● **What is needed**:
Repeat each line of the material exactly.

── Supplied material ──

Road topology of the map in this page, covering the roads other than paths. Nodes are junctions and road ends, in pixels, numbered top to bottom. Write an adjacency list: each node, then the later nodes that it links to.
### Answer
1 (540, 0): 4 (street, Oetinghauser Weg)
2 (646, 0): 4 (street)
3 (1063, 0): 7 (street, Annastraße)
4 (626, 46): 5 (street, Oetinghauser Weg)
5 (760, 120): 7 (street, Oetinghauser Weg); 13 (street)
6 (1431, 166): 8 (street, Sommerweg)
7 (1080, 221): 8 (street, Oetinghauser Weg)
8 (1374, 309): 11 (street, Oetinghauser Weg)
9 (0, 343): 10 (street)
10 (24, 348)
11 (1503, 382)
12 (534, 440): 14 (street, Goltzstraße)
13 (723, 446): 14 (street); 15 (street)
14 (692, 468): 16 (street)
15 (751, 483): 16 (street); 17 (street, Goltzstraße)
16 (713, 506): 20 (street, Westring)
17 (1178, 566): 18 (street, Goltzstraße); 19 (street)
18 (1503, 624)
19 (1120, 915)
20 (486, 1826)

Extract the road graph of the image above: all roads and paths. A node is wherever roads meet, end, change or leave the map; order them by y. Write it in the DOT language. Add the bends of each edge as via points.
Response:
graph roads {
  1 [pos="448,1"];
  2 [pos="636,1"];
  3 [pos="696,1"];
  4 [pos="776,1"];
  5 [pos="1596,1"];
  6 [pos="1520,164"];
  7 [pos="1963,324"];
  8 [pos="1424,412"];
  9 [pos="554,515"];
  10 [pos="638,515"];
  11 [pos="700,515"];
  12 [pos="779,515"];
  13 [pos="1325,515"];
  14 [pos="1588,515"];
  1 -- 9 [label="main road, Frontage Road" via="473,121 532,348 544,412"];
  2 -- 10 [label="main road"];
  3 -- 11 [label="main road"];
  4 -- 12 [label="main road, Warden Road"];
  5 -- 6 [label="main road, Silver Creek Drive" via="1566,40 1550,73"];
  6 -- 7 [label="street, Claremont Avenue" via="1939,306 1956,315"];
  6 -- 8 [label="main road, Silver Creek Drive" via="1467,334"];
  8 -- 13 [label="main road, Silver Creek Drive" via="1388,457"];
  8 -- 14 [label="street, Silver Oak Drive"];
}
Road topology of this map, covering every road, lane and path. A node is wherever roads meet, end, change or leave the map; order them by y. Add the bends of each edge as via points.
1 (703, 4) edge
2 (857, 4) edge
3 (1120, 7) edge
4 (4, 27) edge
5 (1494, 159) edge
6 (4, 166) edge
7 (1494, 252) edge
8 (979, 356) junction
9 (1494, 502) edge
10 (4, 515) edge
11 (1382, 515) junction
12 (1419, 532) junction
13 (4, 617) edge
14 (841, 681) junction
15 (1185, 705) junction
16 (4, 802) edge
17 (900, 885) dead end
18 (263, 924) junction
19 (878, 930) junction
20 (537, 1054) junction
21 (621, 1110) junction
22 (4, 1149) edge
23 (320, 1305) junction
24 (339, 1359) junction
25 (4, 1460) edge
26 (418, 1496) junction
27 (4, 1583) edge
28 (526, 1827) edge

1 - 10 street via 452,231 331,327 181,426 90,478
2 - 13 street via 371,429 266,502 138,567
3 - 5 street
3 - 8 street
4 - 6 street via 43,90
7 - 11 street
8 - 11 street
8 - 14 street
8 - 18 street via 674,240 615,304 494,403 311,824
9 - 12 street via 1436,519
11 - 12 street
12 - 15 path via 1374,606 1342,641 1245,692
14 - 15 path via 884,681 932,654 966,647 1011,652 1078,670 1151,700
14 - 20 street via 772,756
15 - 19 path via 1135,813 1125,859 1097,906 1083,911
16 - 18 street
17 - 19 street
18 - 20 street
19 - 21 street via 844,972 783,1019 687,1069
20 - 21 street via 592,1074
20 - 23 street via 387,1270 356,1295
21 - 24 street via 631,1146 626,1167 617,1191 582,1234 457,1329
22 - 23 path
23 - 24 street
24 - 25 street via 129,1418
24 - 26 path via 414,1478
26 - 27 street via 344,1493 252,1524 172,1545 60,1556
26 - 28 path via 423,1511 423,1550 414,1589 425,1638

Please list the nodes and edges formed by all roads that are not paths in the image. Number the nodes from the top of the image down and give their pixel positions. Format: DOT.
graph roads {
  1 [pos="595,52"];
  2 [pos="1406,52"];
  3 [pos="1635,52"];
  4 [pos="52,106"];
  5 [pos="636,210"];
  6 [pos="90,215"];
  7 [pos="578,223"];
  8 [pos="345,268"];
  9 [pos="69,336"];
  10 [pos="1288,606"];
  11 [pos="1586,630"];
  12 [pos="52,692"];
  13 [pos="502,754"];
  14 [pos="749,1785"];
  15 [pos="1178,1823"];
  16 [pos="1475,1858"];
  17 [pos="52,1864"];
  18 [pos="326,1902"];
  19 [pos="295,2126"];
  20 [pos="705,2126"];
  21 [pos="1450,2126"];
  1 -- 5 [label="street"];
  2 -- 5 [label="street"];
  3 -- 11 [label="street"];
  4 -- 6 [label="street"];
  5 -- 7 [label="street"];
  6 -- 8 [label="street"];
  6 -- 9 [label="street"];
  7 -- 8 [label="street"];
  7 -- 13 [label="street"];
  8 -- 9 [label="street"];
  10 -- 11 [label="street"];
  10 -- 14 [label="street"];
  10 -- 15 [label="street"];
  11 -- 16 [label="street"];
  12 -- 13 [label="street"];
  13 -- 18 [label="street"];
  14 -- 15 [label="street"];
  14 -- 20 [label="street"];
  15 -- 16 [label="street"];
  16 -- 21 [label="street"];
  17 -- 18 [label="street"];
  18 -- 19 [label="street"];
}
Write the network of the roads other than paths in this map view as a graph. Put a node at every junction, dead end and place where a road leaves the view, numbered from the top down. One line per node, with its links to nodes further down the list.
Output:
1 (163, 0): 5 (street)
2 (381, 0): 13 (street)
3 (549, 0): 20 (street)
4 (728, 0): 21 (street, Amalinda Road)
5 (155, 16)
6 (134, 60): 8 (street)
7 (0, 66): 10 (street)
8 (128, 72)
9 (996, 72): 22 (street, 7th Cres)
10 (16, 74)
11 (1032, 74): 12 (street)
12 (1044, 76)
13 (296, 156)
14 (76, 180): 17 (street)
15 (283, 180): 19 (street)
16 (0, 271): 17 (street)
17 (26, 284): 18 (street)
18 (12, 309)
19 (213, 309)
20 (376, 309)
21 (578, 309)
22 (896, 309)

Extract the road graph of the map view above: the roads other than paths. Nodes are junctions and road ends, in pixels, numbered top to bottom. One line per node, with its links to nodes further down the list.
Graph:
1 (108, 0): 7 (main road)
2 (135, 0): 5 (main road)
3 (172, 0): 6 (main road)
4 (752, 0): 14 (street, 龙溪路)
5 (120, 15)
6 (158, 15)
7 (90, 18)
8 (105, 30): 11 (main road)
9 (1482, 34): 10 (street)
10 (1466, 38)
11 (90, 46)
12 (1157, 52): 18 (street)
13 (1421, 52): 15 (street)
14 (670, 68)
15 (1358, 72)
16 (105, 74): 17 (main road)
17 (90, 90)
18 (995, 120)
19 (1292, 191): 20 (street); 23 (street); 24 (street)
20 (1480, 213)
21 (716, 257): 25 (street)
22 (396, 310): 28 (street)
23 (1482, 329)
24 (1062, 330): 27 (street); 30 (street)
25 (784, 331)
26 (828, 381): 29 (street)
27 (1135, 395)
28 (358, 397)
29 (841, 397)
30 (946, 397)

───

● **Written reply**:
Road topology of the map in this page, covering the roads other than paths. Nodes are junctions and road ends, in pixels, numbered top to bottom. Write an adjacency list: each node, then the later nodes that it links to.
### Answer
1 (540, 0): 4 (street, Oetinghauser Weg)
2 (646, 0): 4 (street)
3 (1063, 0): 7 (street, Annastraße)
4 (626, 46): 5 (street, Oetinghauser Weg)
5 (760, 120): 7 (street, Oetinghauser Weg); 13 (street)
6 (1431, 166): 8 (street, Sommerweg)
7 (1080, 221): 8 (street, Oetinghauser Weg)
8 (1374, 309): 11 (street, Oetinghauser Weg)
9 (0, 343): 10 (street)
10 (24, 348)
11 (1503, 382)
12 (534, 440): 14 (street, Goltzstraße)
13 (723, 446): 14 (street); 15 (street)
14 (692, 468): 16 (street)
15 (751, 483): 16 (street); 17 (street, Goltzstraße)
16 (713, 506): 20 (street, Westring)
17 (1178, 566): 18 (street, Goltzstraße); 19 (street)
18 (1503, 624)
19 (1120, 915)
20 (486, 1826)

Extract the road graph of the image above: all roads and paths. A node is wherever roads meet, end, change or leave the map; order them by y. Write it in the DOT language. Add the bends of each edge as via points.
Response:
graph roads {
  1 [pos="448,1"];
  2 [pos="636,1"];
  3 [pos="696,1"];
  4 [pos="776,1"];
  5 [pos="1596,1"];
  6 [pos="1520,164"];
  7 [pos="1963,324"];
  8 [pos="1424,412"];
  9 [pos="554,515"];
  10 [pos="638,515"];
  11 [pos="700,515"];
  12 [pos="779,515"];
  13 [pos="1325,515"];
  14 [pos="1588,515"];
  1 -- 9 [label="main road, Frontage Road" via="473,121 532,348 544,412"];
  2 -- 10 [label="main road"];
  3 -- 11 [label="main road"];
  4 -- 12 [label="main road, Warden Road"];
  5 -- 6 [label="main road, Silver Creek Drive" via="1566,40 1550,73"];
  6 -- 7 [label="street, Claremont Avenue" via="1939,306 1956,315"];
  6 -- 8 [label="main road, Silver Creek Drive" via="1467,334"];
  8 -- 13 [label="main road, Silver Creek Drive" via="1388,457"];
  8 -- 14 [label="street, Silver Oak Drive"];
}
Road topology of this map, covering every road, lane and path. A node is wherever roads meet, end, change or leave the map; order them by y. Add the bends of each edge as via points.
1 (703, 4) edge
2 (857, 4) edge
3 (1120, 7) edge
4 (4, 27) edge
5 (1494, 159) edge
6 (4, 166) edge
7 (1494, 252) edge
8 (979, 356) junction
9 (1494, 502) edge
10 (4, 515) edge
11 (1382, 515) junction
12 (1419, 532) junction
13 (4, 617) edge
14 (841, 681) junction
15 (1185, 705) junction
16 (4, 802) edge
17 (900, 885) dead end
18 (263, 924) junction
19 (878, 930) junction
20 (537, 1054) junction
21 (621, 1110) junction
22 (4, 1149) edge
23 (320, 1305) junction
24 (339, 1359) junction
25 (4, 1460) edge
26 (418, 1496) junction
27 (4, 1583) edge
28 (526, 1827) edge

1 - 10 street via 452,231 331,327 181,426 90,478
2 - 13 street via 371,429 266,502 138,567
3 - 5 street
3 - 8 street
4 - 6 street via 43,90
7 - 11 street
8 - 11 street
8 - 14 street
8 - 18 street via 674,240 615,304 494,403 311,824
9 - 12 street via 1436,519
11 - 12 street
12 - 15 path via 1374,606 1342,641 1245,692
14 - 15 path via 884,681 932,654 966,647 1011,652 1078,670 1151,700
14 - 20 street via 772,756
15 - 19 path via 1135,813 1125,859 1097,906 1083,911
16 - 18 street
17 - 19 street
18 - 20 street
19 - 21 street via 844,972 783,1019 687,1069
20 - 21 street via 592,1074
20 - 23 street via 387,1270 356,1295
21 - 24 street via 631,1146 626,1167 617,1191 582,1234 457,1329
22 - 23 path
23 - 24 street
24 - 25 street via 129,1418
24 - 26 path via 414,1478
26 - 27 street via 344,1493 252,1524 172,1545 60,1556
26 - 28 path via 423,1511 423,1550 414,1589 425,1638

Please list the nodes and edges formed by all roads that are not paths in the image. Number the nodes from the top of the image down and give their pixel positions. Format: DOT.
graph roads {
  1 [pos="595,52"];
  2 [pos="1406,52"];
  3 [pos="1635,52"];
  4 [pos="52,106"];
  5 [pos="636,210"];
  6 [pos="90,215"];
  7 [pos="578,223"];
  8 [pos="345,268"];
  9 [pos="69,336"];
  10 [pos="1288,606"];
  11 [pos="1586,630"];
  12 [pos="52,692"];
  13 [pos="502,754"];
  14 [pos="749,1785"];
  15 [pos="1178,1823"];
  16 [pos="1475,1858"];
  17 [pos="52,1864"];
  18 [pos="326,1902"];
  19 [pos="295,2126"];
  20 [pos="705,2126"];
  21 [pos="1450,2126"];
  1 -- 5 [label="street"];
  2 -- 5 [label="street"];
  3 -- 11 [label="street"];
  4 -- 6 [label="street"];
  5 -- 7 [label="street"];
  6 -- 8 [label="street"];
  6 -- 9 [label="street"];
  7 -- 8 [label="street"];
  7 -- 13 [label="street"];
  8 -- 9 [label="street"];
  10 -- 11 [label="street"];
  10 -- 14 [label="street"];
  10 -- 15 [label="street"];
  11 -- 16 [label="street"];
  12 -- 13 [label="street"];
  13 -- 18 [label="street"];
  14 -- 15 [label="street"];
  14 -- 20 [label="street"];
  15 -- 16 [label="street"];
  16 -- 21 [label="street"];
  17 -- 18 [label="street"];
  18 -- 19 [label="street"];
}
Write the network of the roads other than paths in this map view as a graph. Put a node at every junction, dead end and place where a road leaves the view, numbered from the top down. One line per node, with its links to nodes further down the list.
Output:
1 (163, 0): 5 (street)
2 (381, 0): 13 (street)
3 (549, 0): 20 (street)
4 (728, 0): 21 (street, Amalinda Road)
5 (155, 16)
6 (134, 60): 8 (street)
7 (0, 66): 10 (street)
8 (128, 72)
9 (996, 72): 22 (street, 7th Cres)
10 (16, 74)
11 (1032, 74): 12 (street)
12 (1044, 76)
13 (296, 156)
14 (76, 180): 17 (street)
15 (283, 180): 19 (street)
16 (0, 271): 17 (street)
17 (26, 284): 18 (street)
18 (12, 309)
19 (213, 309)
20 (376, 309)
21 (578, 309)
22 (896, 309)

Extract the road graph of the map view above: the roads other than paths. Nodes are junctions and road ends, in pixels, numbered top to bottom. One line per node, with its links to nodes further down the list.
Graph:
1 (108, 0): 7 (main road)
2 (135, 0): 5 (main road)
3 (172, 0): 6 (main road)
4 (752, 0): 14 (street, 龙溪路)
5 (120, 15)
6 (158, 15)
7 (90, 18)
8 (105, 30): 11 (main road)
9 (1482, 34): 10 (street)
10 (1466, 38)
11 (90, 46)
12 (1157, 52): 18 (street)
13 (1421, 52): 15 (street)
14 (670, 68)
15 (1358, 72)
16 (105, 74): 17 (main road)
17 (90, 90)
18 (995, 120)
19 (1292, 191): 20 (street); 23 (street); 24 (street)
20 (1480, 213)
21 (716, 257): 25 (street)
22 (396, 310): 28 (street)
23 (1482, 329)
24 (1062, 330): 27 (street); 30 (street)
25 (784, 331)
26 (828, 381): 29 (street)
27 (1135, 395)
28 (358, 397)
29 (841, 397)
30 (946, 397)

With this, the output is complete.